Com três toneladas e painéis solares com 6,5 metros de comprimento, a SDO leva consigo uma bateria de instrumentos que lhe permitirá registar em contínuo diferentes parâmetros do Sol.
Telescópios de alta definição produzirão imagens dez vezes mais nítidas do que as actuais televisões de alta definição, e em diferentes comprimentos de onda, para analisar as diferentes radiações do espectro luminoso.
São três as áreas de estudo que estão na mira desta missão. Uma delas é a medição das emissões de radiação ultravioleta que têm um impacte directo na alta atmosfera da Terra, aquecendo-a. Outra prende-se com o mapeamento dos campos magnéticos do Sol, para compreender a sua dinâmica. A terceira pretende estudar a atmosfera solar, graças a quatro telescópios que vão registar dados em dez comprimentos de onda do espectro luminoso.
"O Sol muda em cada momento em que olhamos para ele, nunca é o mesmo", disse, em conferência de imprensa, Dean Pesnell, um dos cientistas do projecto no centro espacial da NASA Goddard Space Flight Center.
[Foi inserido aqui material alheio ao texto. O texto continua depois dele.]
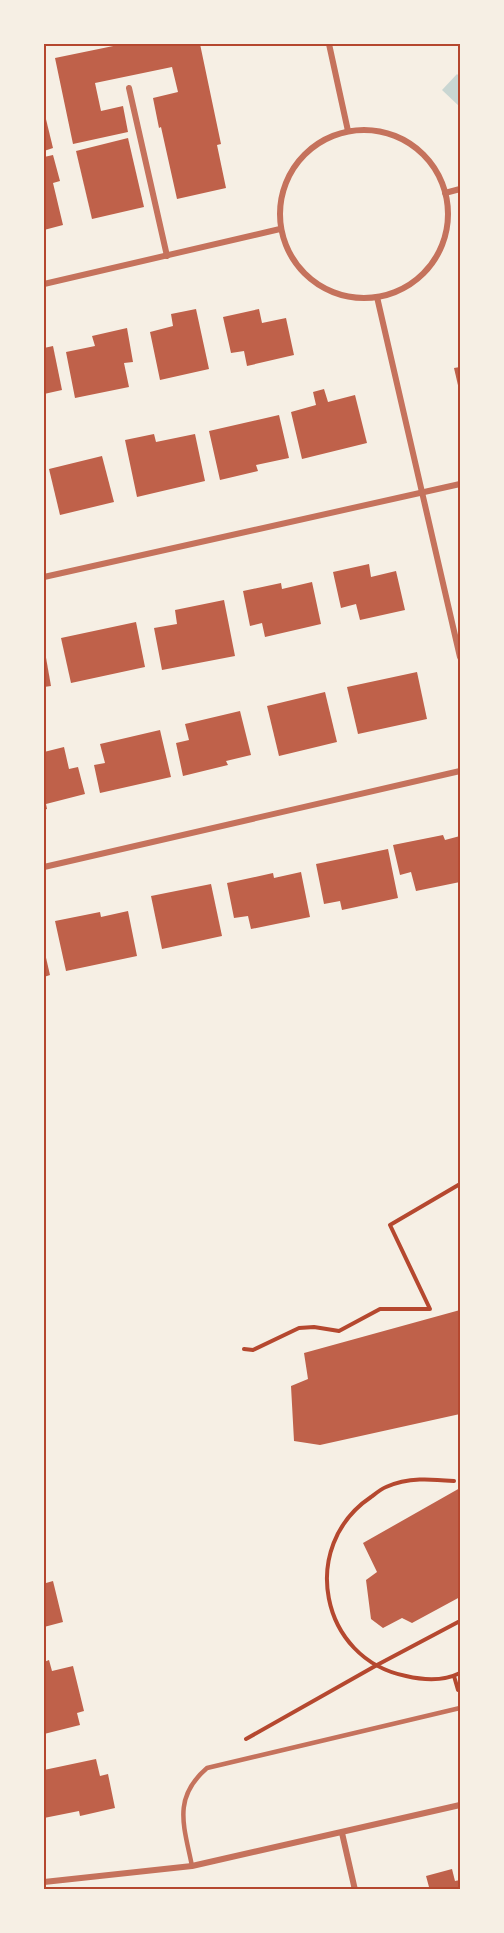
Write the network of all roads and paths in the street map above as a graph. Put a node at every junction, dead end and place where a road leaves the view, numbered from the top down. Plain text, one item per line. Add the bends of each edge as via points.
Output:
1 (329, 44) edge
2 (129, 88) dead end
3 (348, 131) junction
4 (460, 189) edge
5 (445, 193) junction
6 (280, 229) junction
7 (167, 255) junction
8 (44, 284) edge
9 (377, 297) junction
10 (460, 484) edge
11 (422, 493) junction
12 (44, 577) edge
13 (460, 657) edge
14 (460, 771) edge
15 (44, 867) edge
16 (460, 1184) edge
17 (244, 1349) dead end
18 (454, 1482) dead end
19 (460, 1621) edge
20 (376, 1665) junction
21 (460, 1673) edge
22 (454, 1676) junction
23 (458, 1690) dead end
24 (460, 1708) edge
25 (246, 1739) dead end
26 (460, 1805) edge
27 (342, 1833) junction
28 (192, 1866) junction
29 (44, 1882) edge
30 (355, 1890) edge

1 - 3 street
2 - 7 street
3 - 5 street via 380,131 409,143 432,165
3 - 6 street via 317,143 294,166 281,196
4 - 5 street
5 - 9 street via 448,221 441,248 426,271 404,289
6 - 7 street
6 - 9 street via 292,260 315,283 345,297
7 - 8 street
9 - 11 street
10 - 11 street
11 - 12 street
11 - 13 street
14 - 15 street
16 - 17 path via 390,1225 430,1309 380,1309 339,1330 299,1328 253,1350
18 - 20 path via 419,1478 386,1487 357,1506 336,1534 327,1567 328,1601 342,1633 363,1657
19 - 20 path
20 - 22 path via 391,1673 422,1679
20 - 25 path
21 - 22 path
22 - 23 path
24 - 28 lane via 207,1768 194,1779 185,1797 182,1816
26 - 27 street
27 - 28 street
27 - 30 street
28 - 29 street

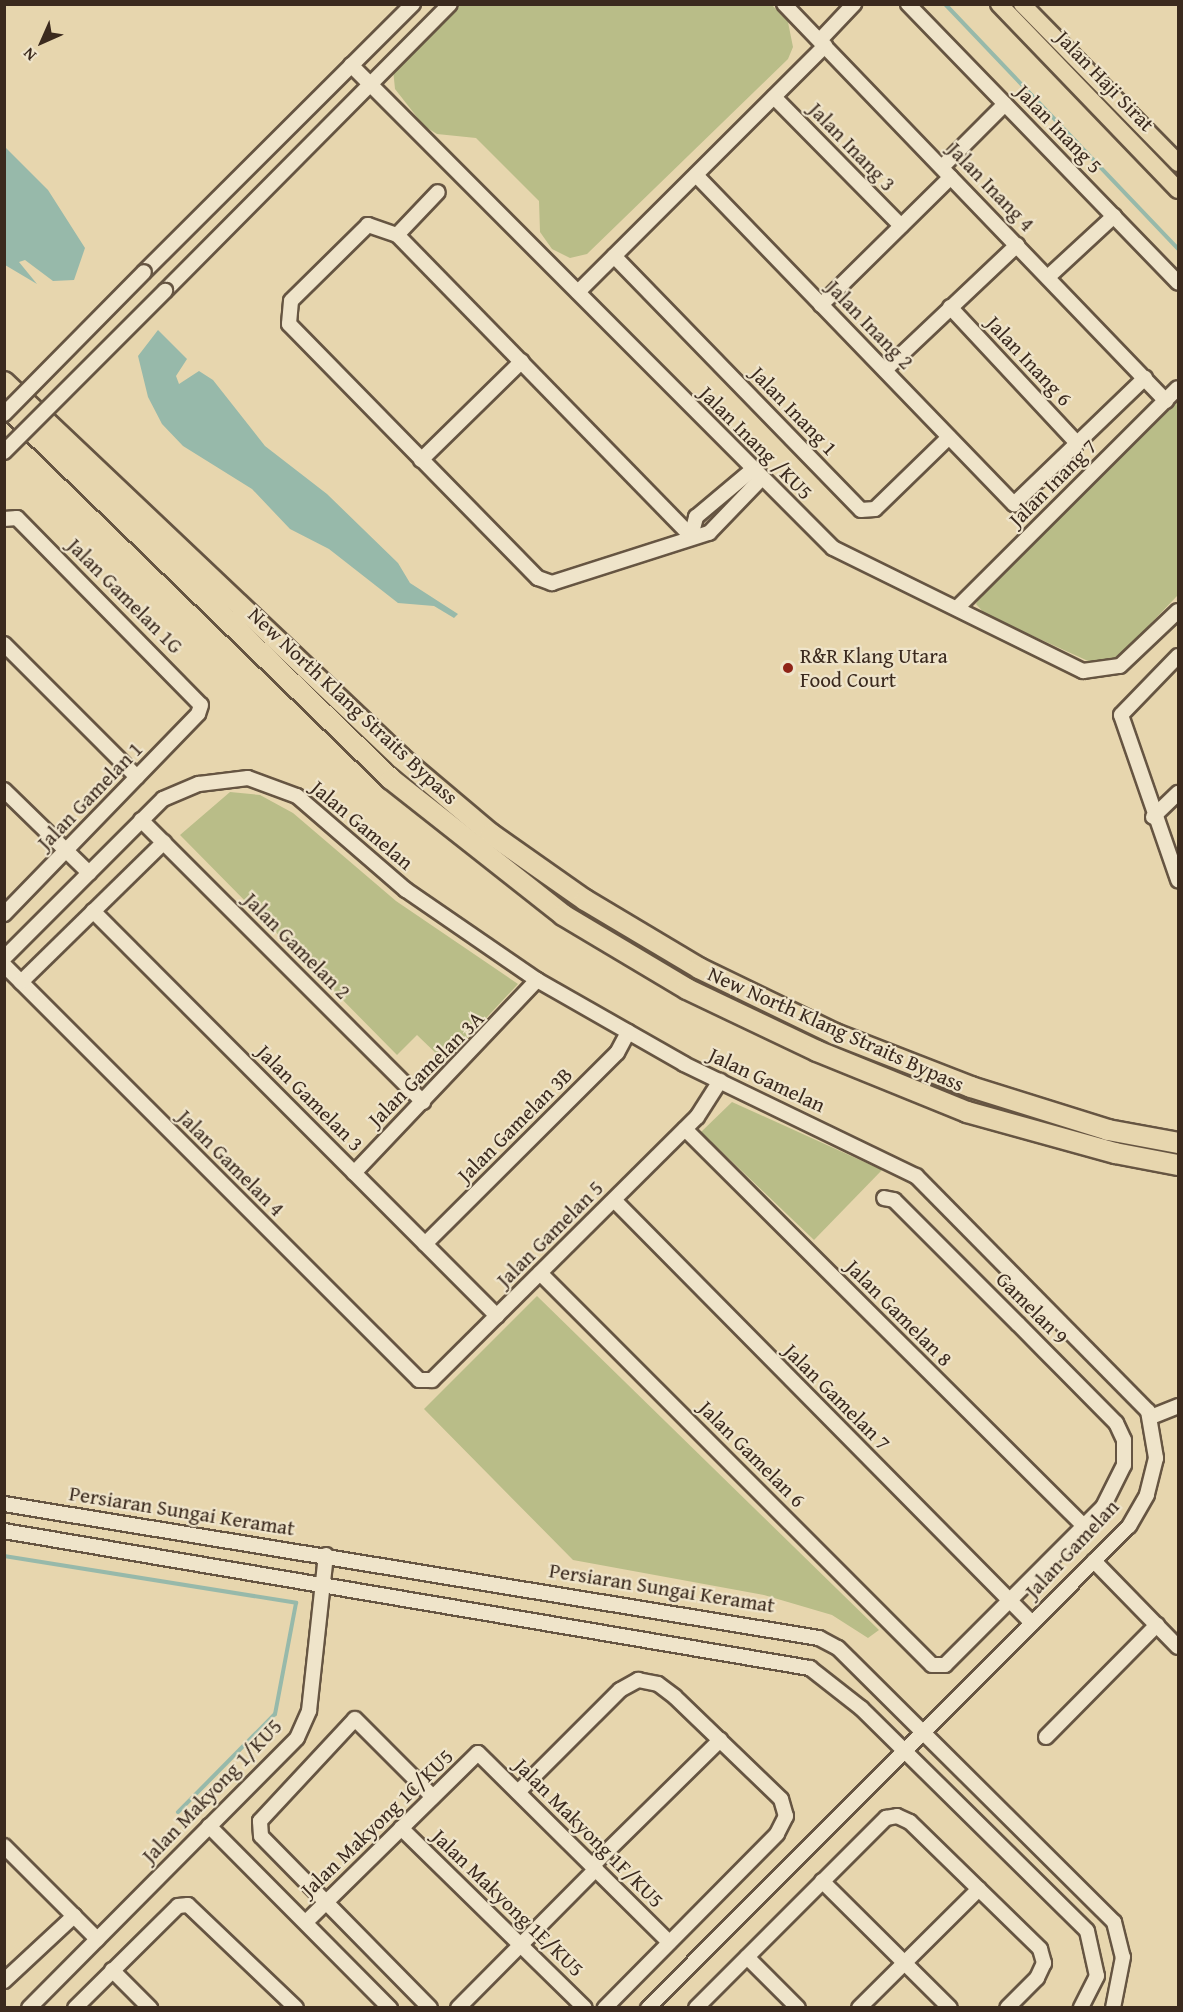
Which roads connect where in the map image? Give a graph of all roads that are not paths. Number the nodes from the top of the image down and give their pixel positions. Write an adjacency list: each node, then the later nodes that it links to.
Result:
1 (412, 4): 9 (street)
2 (450, 4): 10 (street)
3 (784, 4): 8 (street, Jalan Inang 4)
4 (854, 4): 8 (street)
5 (908, 4): 12 (street, Jalan Inang 5)
6 (999, 4): 16 (main road, Jalan Haji Sirat)
7 (1022, 4): 13 (main road, Jalan Haji Sirat)
8 (822, 43): 11 (street); 14 (street, Jalan Inang 4)
9 (351, 65): 10 (street, Jalan Inang /KU5); 35 (street, bridge)
10 (370, 85): 25 (street, Jalan Inang /KU5); 38 (street, bridge)
11 (774, 97): 15 (street); 19 (street, Jalan Inang 3)
12 (1005, 104): 14 (street); 18 (street, Jalan Inang 5)
13 (1179, 163)
14 (946, 172): 19 (street); 21 (street, Jalan Inang 4)
15 (696, 175): 22 (street); 26 (street, Jalan Inang 2)
16 (1179, 190)
17 (438, 192): 20 (street)
18 (1114, 216): 23 (street); 24 (street, Jalan Inang 5)
19 (901, 226): 26 (street)
20 (397, 235): 28 (street); 39 (street)
21 (1017, 245): 23 (street, Jalan Inang 4); 27 (street)
22 (614, 256): 25 (street); 36 (street, Jalan Inang 1)
23 (1048, 277): 30 (street, Jalan Inang 4)
24 (1179, 283)
25 (578, 292): 40 (street, Jalan Inang /KU5)
26 (821, 305): 29 (street, Jalan Inang 2)
27 (950, 308): 29 (street); 37 (street, Jalan Inang 6)
28 (522, 361): 39 (street); 42 (street)
29 (885, 370): 36 (street, Jalan Inang 2)
30 (1145, 378): 33 (street, Jalan Inang 4); 37 (street)
31 (4, 382): 67 (highway, New North Klang Straits Bypass)
32 (1179, 388): 33 (street, Jalan Inang 7)
33 (1166, 400): 43 (street, Jalan Inang 7)
34 (4, 404): 68 (highway, New North Klang Straits Bypass)
35 (4, 414)
36 (949, 437): 37 (street, Jalan Inang 2)
37 (1077, 443)
38 (4, 452)
39 (421, 460): 42 (street)
40 (756, 475): 42 (street); 43 (street, Jalan Inang /KU5)
41 (11, 519): 47 (street, Jalan Gamelan 1G)
42 (691, 536)
43 (958, 608): 44 (street, Jalan Inang /KU5)
44 (1179, 611)
45 (4, 644): 48 (street)
46 (1179, 656): 51 (street)
47 (201, 705): 48 (street, Jalan Gamelan 1)
48 (137, 777): 54 (street, Jalan Gamelan 1)
49 (4, 790): 54 (street)
50 (1179, 793): 51 (street)
51 (1153, 817): 56 (street)
52 (141, 820): 53 (street, Jalan Gamelan 2); 55 (street, Jalan Gamelan); 61 (street, Jalan Gamelan)
53 (164, 842): 57 (street); 65 (street, Jalan Gamelan 2)
54 (67, 851): 55 (street); 58 (street, Jalan Gamelan 1)
55 (89, 873): 59 (street, Jalan Gamelan)
56 (1179, 880)
57 (93, 911): 62 (street); 69 (street, Jalan Gamelan 3)
58 (4, 914)
59 (4, 958)
60 (4, 965): 62 (street, Jalan Gamelan 4)
61 (537, 980): 63 (street, Jalan Gamelan); 65 (street, Jalan Gamelan 3A)
62 (21, 982): 75 (street, Jalan Gamelan 4)
63 (628, 1032): 64 (street, Jalan Gamelan); 72 (street, Jalan Gamelan 3B)
64 (720, 1081): 66 (street, Jalan Gamelan 5); 77 (street, Jalan Gamelan)
65 (423, 1102): 69 (street, Jalan Gamelan 3A)
66 (685, 1129): 71 (street, Jalan Gamelan 5); 79 (street, Jalan Gamelan 8)
67 (1179, 1143)
68 (1179, 1165)
69 (354, 1173): 72 (street, Jalan Gamelan 3)
70 (884, 1198): 79 (street, Gamelan 9)
71 (614, 1200): 73 (street, Jalan Gamelan 5); 84 (street, Jalan Gamelan 7)
72 (424, 1244): 74 (street, Jalan Gamelan 3)
73 (540, 1273): 74 (street, Jalan Gamelan 5); 84 (street, Jalan Gamelan 6)
74 (496, 1316): 75 (street, Jalan Gamelan 5)
75 (432, 1380)
76 (1179, 1406): 77 (street)
77 (1150, 1418): 82 (street, Jalan Gamelan)
78 (4, 1504): 81 (street, Persiaran Sungai Keramat)
79 (1084, 1526): 84 (street)
80 (4, 1531): 83 (street)
81 (326, 1556): 83 (street, Jalan Makyong 1/KU5); 88 (street, Persiaran Sungai Keramat)
82 (1094, 1561): 85 (street, Jalan Gamelan); 86 (street)
83 (325, 1585): 91 (street); 95 (street, Jalan Makyong 1/KU5)
84 (1010, 1600): 85 (street, Jalan Gamelan 7)
85 (1032, 1623): 88 (street, Jalan Gamelan)
86 (1157, 1625): 87 (street); 89 (street)
87 (1179, 1647)
88 (923, 1732): 91 (street, Jalan Gamelan); 127 (street, Persiaran Sungai Keramat)
89 (1046, 1737)
90 (720, 1740): 93 (street); 98 (street); 105 (street)
91 (904, 1750): 120 (street, Jalan Gamelan); 126 (street)
92 (478, 1753): 93 (street, Jalan Makyong 1F/KU5); 94 (street, Jalan Makyong 1C/KU5)
93 (518, 1792): 98 (street, Jalan Makyong 1F/KU5)
94 (434, 1797): 96 (street, Jalan Makyong 1C/KU5); 101 (street)
95 (209, 1826): 103 (street); 104 (street, Jalan Makyong 1/KU5)
96 (401, 1828): 101 (street, Jalan Makyong 1C/KU5); 106 (street, Jalan Makyong 1E/KU5)
97 (4, 1846): 102 (street)
98 (594, 1868): 105 (street, Jalan Makyong 1F/KU5); 106 (street)
99 (822, 1881): 100 (street); 107 (street); 108 (street)
100 (979, 1889): 108 (street); 125 (street)
101 (326, 1902): 103 (street, Jalan Makyong 1C/KU5); 116 (street)
102 (74, 1916): 104 (street); 110 (street)
103 (306, 1922): 115 (street)
104 (97, 1939): 111 (street, Jalan Makyong 1/KU5)
105 (669, 1942): 119 (street)
106 (520, 1944): 117 (street); 118 (street, Jalan Makyong 1E/KU5)
107 (747, 1957): 121 (street); 122 (street)
108 (905, 1962): 123 (street); 124 (street)
109 (112, 1970): 112 (street); 113 (street); 114 (street)
110 (4, 1981)
111 (29, 2007)
112 (75, 2007)
113 (150, 2007)
114 (296, 2007)
115 (390, 2007)
116 (430, 2007)
117 (458, 2007)
118 (585, 2007)
119 (605, 2007)
120 (648, 2007)
121 (696, 2007)
122 (798, 2007)
123 (859, 2007)
124 (950, 2007)
125 (1007, 2007)
126 (1081, 2007)
127 (1113, 2007)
Uma das questões essenciais em estudo prende-se com o ciclo da actividade solar, de cerca de 11 anos, em que a estrela alterna entre um pico mínimo e um pico máximo de actividade. Os cientistas pensam que isso tem que ver com alterações no campo magnético do Sol, mas desconhecem como isso acontece exactamente. Nos momentos de pico máximo da actividade solar, produzem-se na superfície da estrela explosões gigantescas que chegam a afectar os sistemas eléctricos na Terra, bem como os satélites e os sistemas de telecomunicações, podendo igualmente causar estragos na estação espacial internacional.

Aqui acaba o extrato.